What Rights OSHA Gives Employees

OSHA also provides employees with certain rights. Among those are the right to:

  • A workplace free from recognized hazards.
  • Review copies of OSHA standards, rules, regulations, and requirements.
  • Request information from the employer on safety and health hazards, precautions, and emergency procedures.
  • Receive adequate training and information.
  • Request an OSHA investigation if they believe hazardous conditions exist.
  • Have their name withheld from the employer if they file a complaint.

Have an employee representative accompany an OSHA inspector.

  • Respond to questions from the inspector.
  • Observe monitoring of hazardous materials and see related records.
  • Review the OSHA Log and Summary forms.
  • Submit a written request to the National Institute for Occupational Safety and Health for information on whether any substance in the workplace has potentially toxic effects in the concentrations being used.
  • Report unsafe conditions.
  • Refuse to work in unsafe conditions if the employee has a good faith belief that the conditions constitute an imminent threat and where there is insufficient time to contact OSHA, and where the employee has sought from the employer and been unable to obtain a correction of the dangerous conditions.

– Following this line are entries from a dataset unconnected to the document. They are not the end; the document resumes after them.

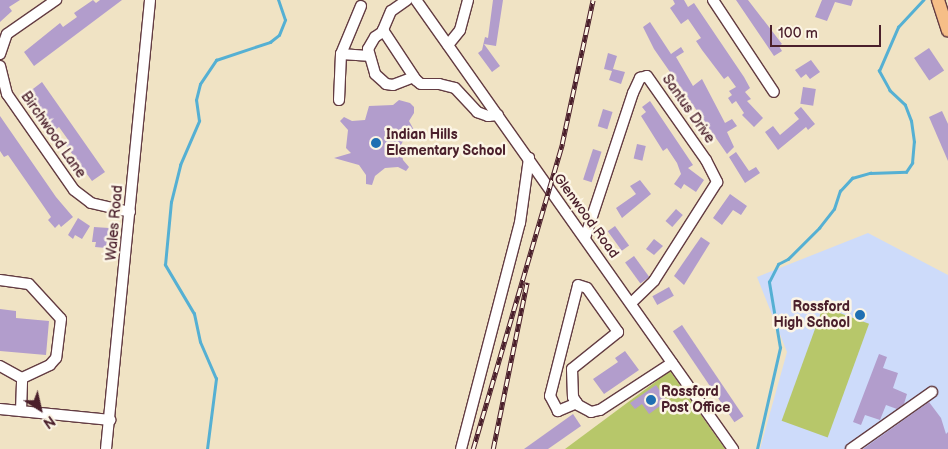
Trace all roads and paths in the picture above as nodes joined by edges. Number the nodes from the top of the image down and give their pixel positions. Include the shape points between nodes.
1 (56, 0) edge
2 (150, 0) edge
3 (407, 0) edge
4 (416, 0) edge
5 (468, 0) edge
6 (713, 0) edge
7 (938, 0) edge
8 (361, 6) dead end
9 (948, 30) edge
10 (384, 31) junction
11 (448, 45) junction
12 (0, 54) edge
13 (341, 54) junction
14 (368, 56) junction
15 (0, 66) edge
16 (414, 77) junction
17 (774, 92) dead end
18 (339, 100) dead end
19 (498, 115) junction
20 (529, 158) junction
21 (130, 212) junction
22 (585, 238) junction
23 (0, 280) edge
24 (631, 303) junction
25 (672, 363) junction
26 (0, 366) edge
27 (557, 367) junction
28 (572, 372) junction
29 (22, 378) junction
30 (932, 392) dead end
31 (577, 404) junction
32 (0, 409) edge
33 (21, 410) junction
34 (110, 420) junction
35 (106, 449) edge
36 (461, 449) edge
37 (733, 449) edge
38 (851, 449) edge

1 - 12 street via 7,34
2 - 21 street, Wales Road
3 - 10 street via 388,15
4 - 11 street, Glenwood Road
5 - 11 street via 460,30
6 - 17 street
7 - 9 main road
8 - 13 street
10 - 14 street via 372,41
10 - 16 street
11 - 19 street, Glenwood Road
13 - 14 street
13 - 18 street
14 - 16 street via 375,74 386,84 393,85
15 - 21 street, Birchwood Lane via 7,94 74,190 91,203
16 - 19 street via 421,84 455,88 476,112
19 - 20 street, Glenwood Road
20 - 22 street, Glenwood Road
20 - 36 street via 520,223
21 - 34 street, Wales Road
22 - 24 street, Glenwood Road
22 - 24 street, Santus Drive via 633,93 640,78 647,76 706,160 717,182 654,281
23 - 29 street via 29,284 61,319 56,358
24 - 25 street, Glenwood Road
25 - 31 street via 600,410 591,412
25 - 37 street, Glenwood Road
26 - 29 street
27 - 28 street
27 - 28 street via 575,292 578,285 584,284 618,332 575,365
27 - 31 street via 550,396 552,405 563,411
28 - 31 street via 572,390
29 - 33 street
30 - 38 street
32 - 33 street
33 - 34 street
34 - 35 street, Wales Road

All supervisors and managers must know and respect these rights.

OSHA Citations and Penalties

While OSHA does devote substantial resources to training and helping employers to comply with its regulations, it also maintains a large force of compliance officers. Some inspections are randomly done, some come as a result of employee complaints, and some are the result of an OSHA focus on a specific industry or on workplaces with a history of safety violations. When OSHA inspectors arrive, generally unannounced, they will ask for entry and for an initial conference.

Technically, you don’t have to let them in without a warrant, but most employers do, because they can easily get a warrant, and after they do, they’ll probably be a little more sharp-eyed, and less inclined to accept explanations than they would have been had you let them in first time around.

Inspectors will often want to see your safety program materials and generally want to talk to employees. They may quiz employees to see if they understand the hazards with which they work, where the Material Safety Data Sheets (MSDSs) related to hazards are located, and so on. At the end of the inspection, there is a closing conference. If OSHA finds violations, they issue citations and levy fines.